An appeal from such a dismissal is the same in nature as one following a grant of summary judgment and is likewise a matter given to de novo review (see Myers v. Health Specialists, S.C. (1992), 225 Ill.App.3d 68, 72, 167 Ill.Dec. 225, 587 N.E.2d 494 (stating the standard as it relates to summary judgment)). The appellate court must consider whether the existence of a genuine issue of material fact should have precluded the dismissal or, absent such an issue of fact, whether dismissal is proper as a matter of law. 4 R. Michael, Illinois Practice § 41.9 (1989).

Hodge's Motion

The legal sufficiency of the Currency Exchange's action, including the allegation that it possesses the check as a holder in due course, is admitted by Hodge's motion. The reason asserted for dismissal--"illegality" grounded upon noncompliance with a statutory licensure requirement--was raised properly as affirmative matter and supported by affidavit.

The Illinois Plumbing License Law requires that all plumbing, including "installation * * * or extension" of "drains," be performed by plumbers licensed under the Act. (Ill.Rev.Stat.1989, ch. 111, pars. 1102(5), (8), 1103.) The affidavits establish that Fentress was not licensed either by the City of Chicago or the State of Illinois. That failure is a violation of the Illinois Plumbing License Law and is punishable as a misdemeanor. Ill.Rev.Stat.1989, ch. 111, pars. 1103, 1128.

Hodge therefore carried the burden of going forward.
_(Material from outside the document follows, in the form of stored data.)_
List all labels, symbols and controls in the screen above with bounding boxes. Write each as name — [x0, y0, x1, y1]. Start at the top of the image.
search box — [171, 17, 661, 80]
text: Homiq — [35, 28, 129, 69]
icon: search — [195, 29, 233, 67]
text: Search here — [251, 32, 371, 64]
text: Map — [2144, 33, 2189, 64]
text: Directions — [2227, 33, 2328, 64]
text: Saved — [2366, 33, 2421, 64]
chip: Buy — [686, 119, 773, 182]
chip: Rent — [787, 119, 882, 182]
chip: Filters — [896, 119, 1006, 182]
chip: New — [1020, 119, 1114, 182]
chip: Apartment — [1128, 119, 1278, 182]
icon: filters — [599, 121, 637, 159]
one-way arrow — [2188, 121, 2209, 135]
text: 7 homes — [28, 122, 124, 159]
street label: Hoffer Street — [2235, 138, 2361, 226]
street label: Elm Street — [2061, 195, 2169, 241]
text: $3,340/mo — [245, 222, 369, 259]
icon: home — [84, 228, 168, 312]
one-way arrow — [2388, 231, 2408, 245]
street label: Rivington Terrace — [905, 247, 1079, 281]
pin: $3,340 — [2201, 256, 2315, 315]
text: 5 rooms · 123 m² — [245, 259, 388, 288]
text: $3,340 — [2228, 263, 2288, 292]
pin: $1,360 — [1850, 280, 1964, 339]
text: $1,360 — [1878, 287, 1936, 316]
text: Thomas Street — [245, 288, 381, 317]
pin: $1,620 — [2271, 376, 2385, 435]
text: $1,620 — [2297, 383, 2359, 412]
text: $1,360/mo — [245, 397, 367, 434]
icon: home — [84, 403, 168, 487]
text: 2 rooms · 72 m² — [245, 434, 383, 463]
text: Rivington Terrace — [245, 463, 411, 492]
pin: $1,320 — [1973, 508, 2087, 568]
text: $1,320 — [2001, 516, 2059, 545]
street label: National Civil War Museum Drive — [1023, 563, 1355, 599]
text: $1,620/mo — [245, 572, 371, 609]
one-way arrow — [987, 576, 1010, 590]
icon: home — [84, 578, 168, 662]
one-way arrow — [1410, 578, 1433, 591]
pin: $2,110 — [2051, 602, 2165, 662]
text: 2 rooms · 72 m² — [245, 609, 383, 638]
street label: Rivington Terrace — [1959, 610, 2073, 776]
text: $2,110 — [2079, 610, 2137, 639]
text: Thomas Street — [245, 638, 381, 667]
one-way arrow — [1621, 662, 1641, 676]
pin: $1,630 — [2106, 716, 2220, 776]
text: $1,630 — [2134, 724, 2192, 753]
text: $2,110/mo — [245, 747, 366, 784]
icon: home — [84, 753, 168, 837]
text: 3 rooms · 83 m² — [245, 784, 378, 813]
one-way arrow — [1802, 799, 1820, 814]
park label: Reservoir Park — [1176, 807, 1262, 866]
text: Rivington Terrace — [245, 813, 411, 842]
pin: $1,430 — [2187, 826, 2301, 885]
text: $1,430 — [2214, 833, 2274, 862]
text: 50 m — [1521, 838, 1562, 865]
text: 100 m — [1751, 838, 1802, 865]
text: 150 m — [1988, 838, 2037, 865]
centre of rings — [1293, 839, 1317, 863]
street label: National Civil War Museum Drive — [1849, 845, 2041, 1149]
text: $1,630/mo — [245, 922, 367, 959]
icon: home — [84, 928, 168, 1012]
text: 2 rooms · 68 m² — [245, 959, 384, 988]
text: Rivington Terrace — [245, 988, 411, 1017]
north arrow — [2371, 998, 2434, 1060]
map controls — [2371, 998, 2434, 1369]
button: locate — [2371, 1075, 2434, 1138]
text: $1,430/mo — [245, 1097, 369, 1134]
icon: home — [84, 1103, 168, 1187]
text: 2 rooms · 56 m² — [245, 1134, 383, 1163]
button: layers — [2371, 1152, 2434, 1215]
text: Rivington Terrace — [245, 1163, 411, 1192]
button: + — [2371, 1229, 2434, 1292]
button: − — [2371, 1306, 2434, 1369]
No counteraffidavit was supplied. For purposes of the motion, the fact that Fentress was not a licensed plumber is deemed admitted. No other matter was presented to refute the defense.

No material fact remains to be resolved. The question is simply whether Hodge is entitled, as a matter of law, to a judgment of dismissal in view of the defense asserted under UCC section 3-305.

"Illegality" under Section 3-305

Section 3-305 provides, in relevant part:

"[A] holder in due course * * * takes the instrument free from

* * * * * *

(2) all defenses of any party to the instrument with whom the holder has not dealt except

* * * * * *

(b) * * * illegality of the transaction, as renders the obligation of the party a nullity." (Ill.Rev.Stat.1989, ch. 26, par. 3-305.)

The concern is whether noncompliance by Fentress with the Illinois Plumbing License Law gives rise to "illegality of the transaction" with respect to the contract for plumbing services so as to bar the claim of the Currency Exchange, a holder in due course of the check initially given Fentress.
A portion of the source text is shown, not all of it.